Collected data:
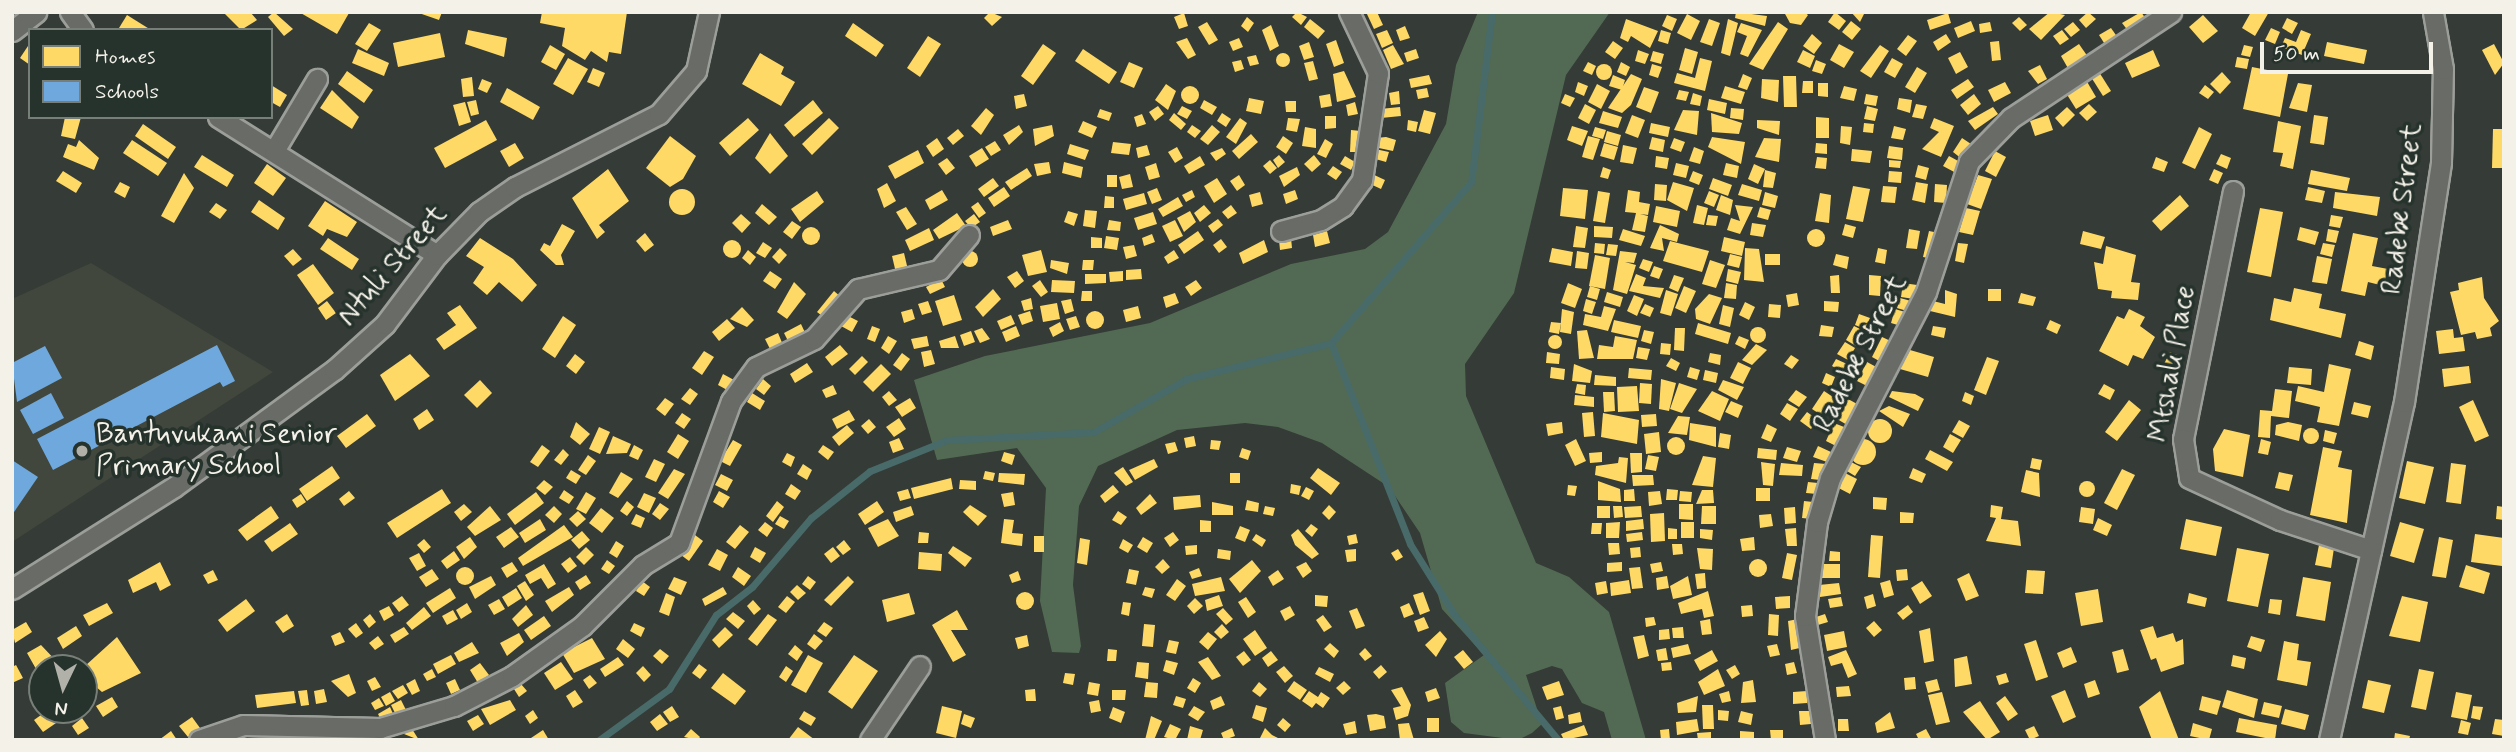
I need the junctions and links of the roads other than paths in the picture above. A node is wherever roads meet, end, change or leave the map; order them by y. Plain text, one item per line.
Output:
1 (36, 12) edge
2 (70, 12) edge
3 (709, 12) edge
4 (1349, 12) edge
5 (2171, 12) edge
6 (2433, 12) edge
7 (82, 28) edge
8 (12, 32) edge
9 (317, 79) dead end
10 (221, 119) edge
11 (274, 150) junction
12 (2233, 191) dead end
13 (1281, 231) dead end
14 (969, 235) dead end
15 (437, 255) junction
16 (2371, 550) junction
17 (12, 589) edge
18 (920, 666) dead end
19 (199, 740) edge
20 (870, 740) edge
21 (1825, 740) edge
22 (2329, 740) edge

1 - 8 street
2 - 7 street
3 - 15 street, Ntuli Street
4 - 13 street
5 - 21 street, Radebe Street
6 - 16 street, Radebe Street
9 - 11 street
10 - 11 street
11 - 15 street
12 - 16 street, Mtshali Place
14 - 19 street
15 - 17 street, Ntuli Street
16 - 22 street, Radebe Street
18 - 20 street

# What you are asked to do:
Each line above must be repeated exactly in the answer, with pictures omitted.

# The answer:
I need the junctions and links of the roads other than paths in the picture above. A node is wherever roads meet, end, change or leave the map; order them by y. Plain text, one item per line.
Output:
1 (36, 12) edge
2 (70, 12) edge
3 (709, 12) edge
4 (1349, 12) edge
5 (2171, 12) edge
6 (2433, 12) edge
7 (82, 28) edge
8 (12, 32) edge
9 (317, 79) dead end
10 (221, 119) edge
11 (274, 150) junction
12 (2233, 191) dead end
13 (1281, 231) dead end
14 (969, 235) dead end
15 (437, 255) junction
16 (2371, 550) junction
17 (12, 589) edge
18 (920, 666) dead end
19 (199, 740) edge
20 (870, 740) edge
21 (1825, 740) edge
22 (2329, 740) edge

1 - 8 street
2 - 7 street
3 - 15 street, Ntuli Street
4 - 13 street
5 - 21 street, Radebe Street
6 - 16 street, Radebe Street
9 - 11 street
10 - 11 street
11 - 15 street
12 - 16 street, Mtshali Place
14 - 19 street
15 - 17 street, Ntuli Street
16 - 22 street, Radebe Street
18 - 20 street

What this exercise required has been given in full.